IMF Urges More Aggressive Rate Cuts in Thailand amid Economic Challenges

The International Monetary Fund (IMF) is advocating for additional reductions in Thailand’s policy interest rate, aiming to counter weak inflation and lessen the financial pressure on domestic borrowers.

This comes after the Bank of Thailand’s decision last October to lower the rate, a move the IMF endorsed while urging further cuts to enhance inflation support and improve the debt-servicing capacity of Thai households. Household debt levels in Thailand have surged to $486 billion, up from approximately $400 billion at the start of 2019.

This recommendation arises amidst Prime Minister Paetongtarn Shinawatra’s direct plea for a rate cut, as last year’s GDP growth of 2.5% fell short of expectations by economists. The Bank of Thailand’s monetary policy committee is scheduled to convene on February 26 to reevaluate the interest rate.

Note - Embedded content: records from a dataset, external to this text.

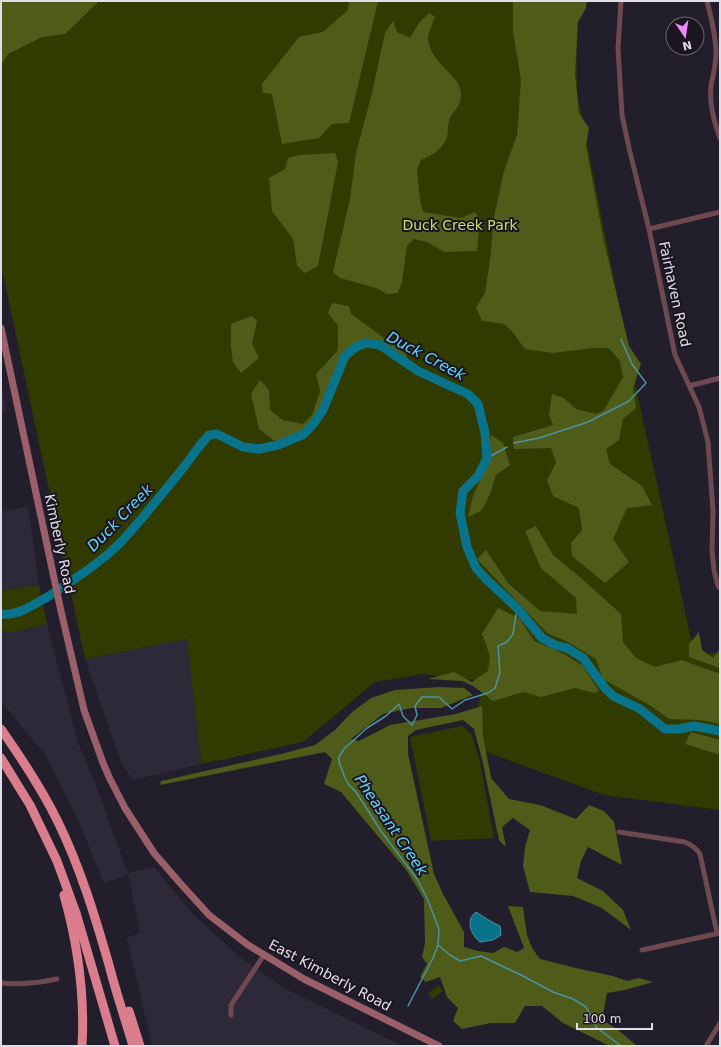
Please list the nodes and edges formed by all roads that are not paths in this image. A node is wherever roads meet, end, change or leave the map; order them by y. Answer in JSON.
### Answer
{"nodes":[{"id":1,"x":621,"y":1,"type":"edge"},
{"id":2,"x":707,"y":1,"type":"edge"},
{"id":3,"x":720,"y":138,"type":"edge"},
{"id":4,"x":720,"y":212,"type":"edge"},
{"id":5,"x":649,"y":230,"type":"junction"},
{"id":6,"x":1,"y":328,"type":"edge"},
{"id":7,"x":720,"y":378,"type":"edge"},
{"id":8,"x":689,"y":386,"type":"junction"},
{"id":9,"x":720,"y":588,"type":"edge"},
{"id":10,"x":1,"y":729,"type":"edge"},
{"id":11,"x":1,"y":758,"type":"edge"},
{"id":12,"x":103,"y":763,"type":"joint"},
{"id":13,"x":619,"y":832,"type":"dead end"},
{"id":14,"x":62,"y":874,"type":"junction"},
{"id":15,"x":719,"y":933,"type":"edge"},
{"id":16,"x":642,"y":950,"type":"dead end"},
{"id":17,"x":264,"y":955,"type":"junction"},
{"id":18,"x":57,"y":979,"type":"dead end"},
{"id":19,"x":1,"y":983,"type":"edge"},
{"id":20,"x":118,"y":996,"type":"junction"},
{"id":21,"x":231,"y":1015,"type":"dead end"},
{"id":22,"x":720,"y":1023,"type":"edge"},
{"id":23,"x":82,"y":1046,"type":"edge"},
{"id":24,"x":115,"y":1046,"type":"edge"},
{"id":25,"x":133,"y":1046,"type":"edge"},
{"id":26,"x":140,"y":1046,"type":"edge"},
{"id":27,"x":438,"y":1046,"type":"edge"},
{"id":28,"x":706,"y":1046,"type":"edge"}],
"edges":[{"from":1,"to":5,"type":"street","name":"Fairhaven Road"},
{"from":2,"to":3,"type":"street"},
{"from":4,"to":5,"type":"street"},
{"from":5,"to":8,"type":"street","name":"Fairhaven Road"},
{"from":6,"to":12,"type":"main road","name":"Kimberly Road"},
{"from":7,"to":8,"type":"street"},
{"from":8,"to":9,"type":"street","name":"Fairhaven Road"},
{"from":10,"to":20,"type":"highway"},
{"from":11,"to":14,"type":"highway"},
{"from":12,"to":17,"type":"main road","name":"East Kimberly Road"},
{"from":13,"to":15,"type":"street"},
{"from":14,"to":23,"type":"highway"},
{"from":14,"to":24,"type":"highway"},
{"from":15,"to":16,"type":"street"},
{"from":17,"to":21,"type":"street"},
{"from":17,"to":27,"type":"main road","name":"East Kimberly Road"},
{"from":18,"to":19,"type":"street"},
{"from":20,"to":25,"type":"highway"},
{"from":20,"to":26,"type":"highway"},
{"from":22,"to":28,"type":"street"}]}
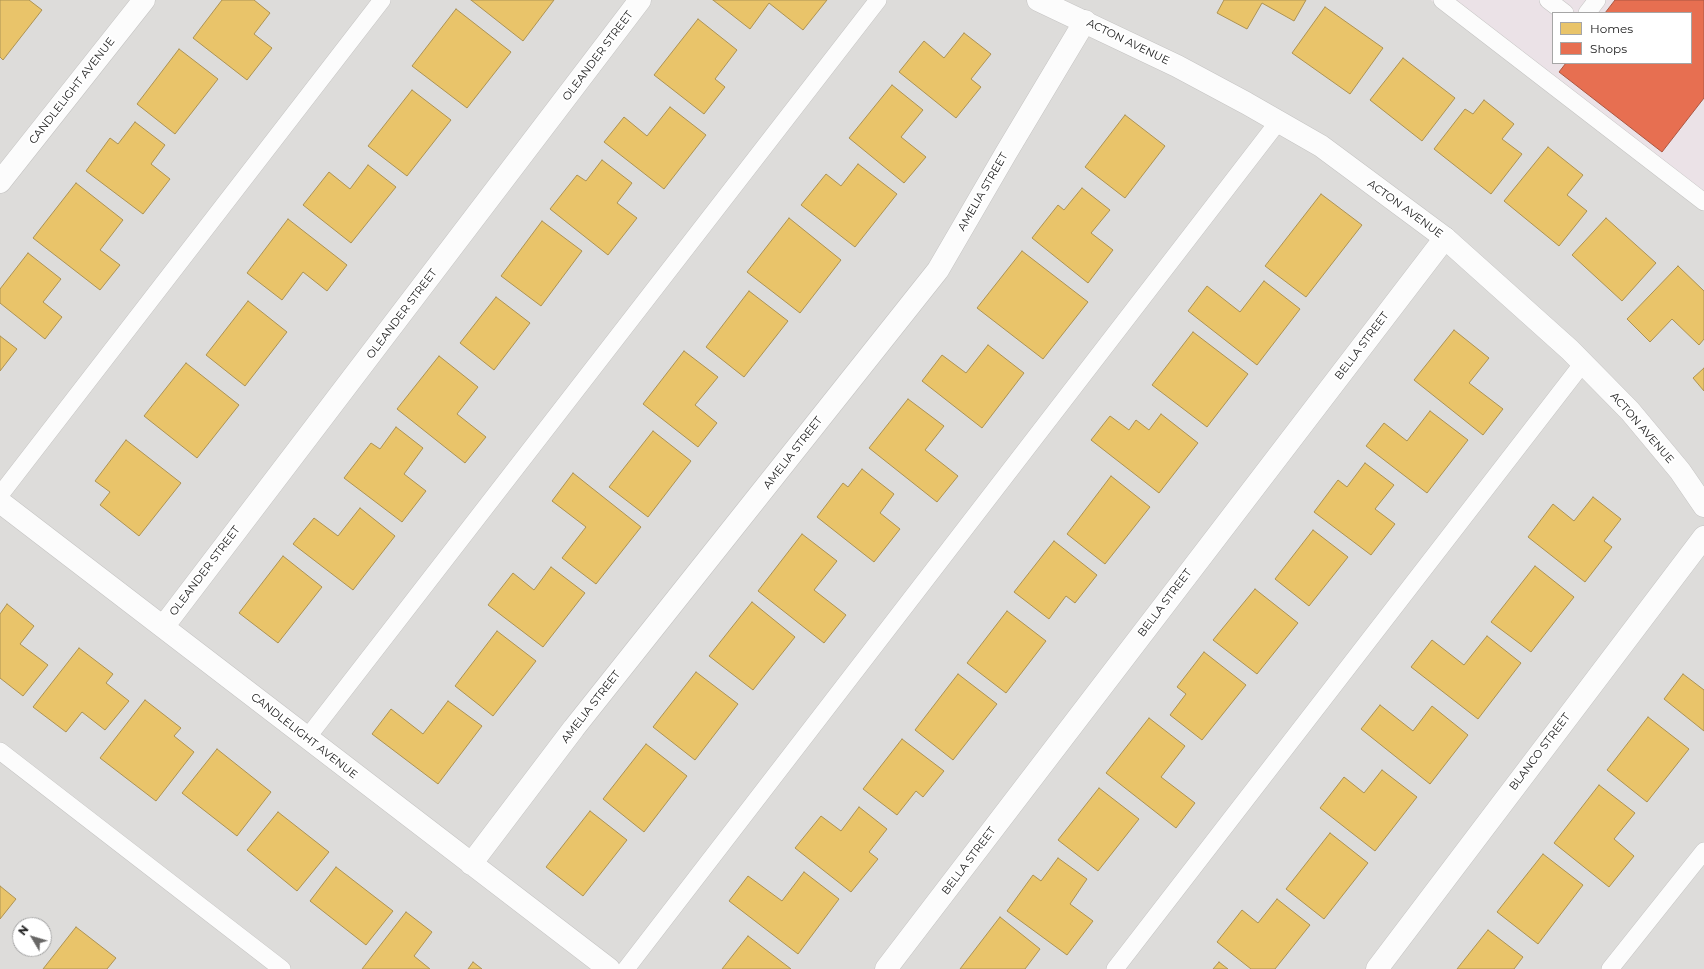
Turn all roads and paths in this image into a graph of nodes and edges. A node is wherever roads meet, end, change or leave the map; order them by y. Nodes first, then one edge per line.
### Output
1 (144, 0) edge
2 (382, 0) edge
3 (640, 0) edge
4 (878, 0) edge
5 (1038, 0) edge
6 (1442, 0) edge
7 (1548, 0) edge
8 (1597, 0) edge
9 (1564, 12) edge
10 (1588, 12) edge
11 (1085, 21) junction
12 (1278, 122) junction
13 (0, 182) edge
14 (1704, 202) edge
15 (1445, 238) junction
16 (1583, 363) junction
17 (0, 495) edge
18 (0, 502) edge
19 (1704, 506) edge
20 (1704, 536) edge
21 (163, 627) junction
22 (307, 738) junction
23 (0, 751) edge
24 (1704, 851) edge
25 (470, 864) junction
26 (282, 969) edge
27 (609, 969) edge
28 (626, 969) edge
29 (886, 969) edge
30 (1115, 969) edge
31 (1377, 969) edge
32 (1610, 969) edge

1 - 13 street, CANDLELIGHT AVENUE
2 - 17 lane
3 - 21 street, OLEANDER STREET
4 - 22 lane
5 - 11 street, ACTON AVENUE
6 - 14 lane
7 - 9 lane
8 - 10 lane
11 - 12 street, ACTON AVENUE
11 - 25 street, AMELIA STREET
12 - 15 street, ACTON AVENUE
12 - 28 lane
15 - 16 street, ACTON AVENUE
15 - 29 street, BELLA STREET
16 - 19 street, ACTON AVENUE
16 - 30 lane
18 - 21 street, CANDLELIGHT AVENUE
20 - 31 street, BLANCO STREET
21 - 22 street, CANDLELIGHT AVENUE
22 - 25 street, CANDLELIGHT AVENUE
23 - 26 lane
24 - 32 lane
25 - 27 street, CANDLELIGHT AVENUE

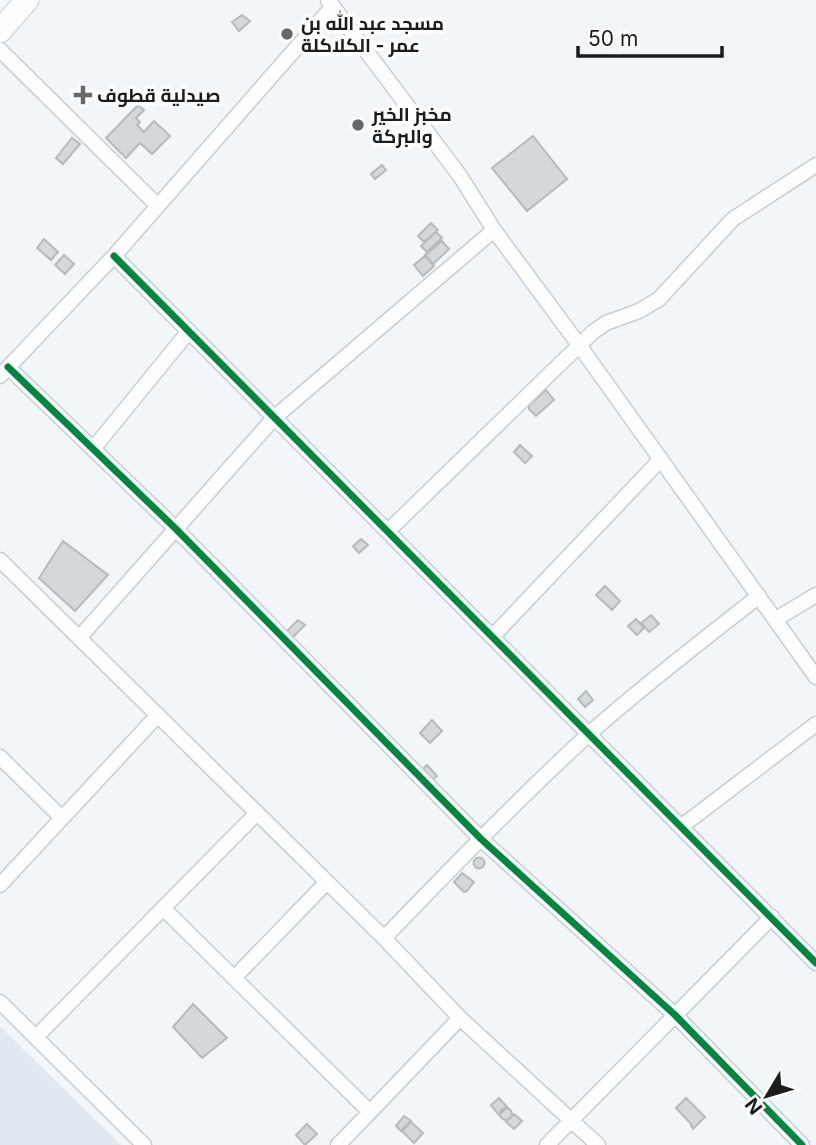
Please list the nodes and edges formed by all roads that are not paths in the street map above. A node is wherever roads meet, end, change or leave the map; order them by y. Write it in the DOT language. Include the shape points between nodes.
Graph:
graph roads {
  1 [pos="27,0"];
  2 [pos="330,3"];
  3 [pos="0,32"];
  4 [pos="0,50"];
  5 [pos="816,165"];
  6 [pos="158,206"];
  7 [pos="494,230"];
  8 [pos="114,256"];
  9 [pos="189,331"];
  10 [pos="579,345"];
  11 [pos="4,371"];
  12 [pos="275,417"];
  13 [pos="93,449"];
  14 [pos="661,460"];
  15 [pos="176,529"];
  16 [pos="388,531"];
  17 [pos="0,560"];
  18 [pos="816,595"];
  19 [pos="759,596"];
  20 [pos="776,619"];
  21 [pos="493,636"];
  22 [pos="79,638"];
  23 [pos="816,677"];
  24 [pos="158,715"];
  25 [pos="816,724"];
  26 [pos="589,735"];
  27 [pos="0,757"];
  28 [pos="257,813"];
  29 [pos="62,818"];
  30 [pos="681,826"];
  31 [pos="481,839"];
  32 [pos="327,882"];
  33 [pos="0,884"];
  34 [pos="164,909"];
  35 [pos="772,917"];
  36 [pos="384,938"];
  37 [pos="816,963"];
  38 [pos="234,978"];
  39 [pos="0,1002"];
  40 [pos="675,1015"];
  41 [pos="460,1018"];
  42 [pos="36,1037"];
  43 [pos="370,1112"];
  44 [pos="570,1121"];
  45 [pos="144,1145"];
  46 [pos="338,1145"];
  47 [pos="547,1145"];
  48 [pos="598,1145"];
  49 [pos="802,1145"];
  1 -- 3 [label="main road"];
  2 -- 6 [label="street"];
  2 -- 7 [label="street" via="460,176"];
  4 -- 6 [label="street"];
  5 -- 10 [label="street" via="733,219 659,299 606,323"];
  6 -- 8 [label="street"];
  7 -- 10 [label="street"];
  7 -- 12 [label="street"];
  8 -- 9 [label="street"];
  8 -- 11 [label="street"];
  9 -- 12 [label="street"];
  9 -- 13 [label="street"];
  10 -- 14 [label="street"];
  10 -- 16 [label="street"];
  11 -- 13 [label="street"];
  12 -- 15 [label="street"];
  12 -- 16 [label="street"];
  13 -- 15 [label="street"];
  14 -- 19 [label="street"];
  14 -- 21 [label="street"];
  15 -- 22 [label="street"];
  15 -- 31 [label="street"];
  16 -- 21 [label="street"];
  17 -- 22 [label="street"];
  18 -- 20 [label="street"];
  19 -- 20 [label="street"];
  19 -- 26 [label="street"];
  20 -- 23 [label="street"];
  21 -- 26 [label="street"];
  22 -- 24 [label="street"];
  24 -- 28 [label="street"];
  24 -- 29 [label="street"];
  25 -- 30 [label="street"];
  26 -- 30 [label="street"];
  26 -- 31 [label="street"];
  27 -- 29 [label="street"];
  28 -- 32 [label="street"];
  28 -- 34 [label="street"];
  29 -- 33 [label="street"];
  30 -- 35 [label="street"];
  31 -- 36 [label="street"];
  31 -- 40 [label="street"];
  32 -- 36 [label="street"];
  32 -- 38 [label="street"];
  34 -- 38 [label="street"];
  34 -- 42 [label="street"];
  35 -- 37 [label="street"];
  35 -- 40 [label="street"];
  36 -- 41 [label="street"];
  38 -- 43 [label="street"];
  39 -- 42 [label="street"];
  40 -- 44 [label="street"];
  40 -- 49 [label="street"];
  41 -- 43 [label="street"];
  41 -- 44 [label="street"];
  42 -- 45 [label="street"];
  43 -- 46 [label="street"];
  44 -- 47 [label="street"];
  44 -- 48 [label="street"];
}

In a recent statement, the IMF advised that the Thai authorities should be prepared to shift their monetary policy based on evolving data and economic forecasts, given the prevailing uncertainties.

Despite earlier measures, the central bank maintained its policy rate at 2.25% in December following an unanticipated 0.25 percentage point reduction in October. A current Bloomberg News survey reveals that 10 out of 13 economists anticipate the central bank will keep rates unchanged at the upcoming policy meeting.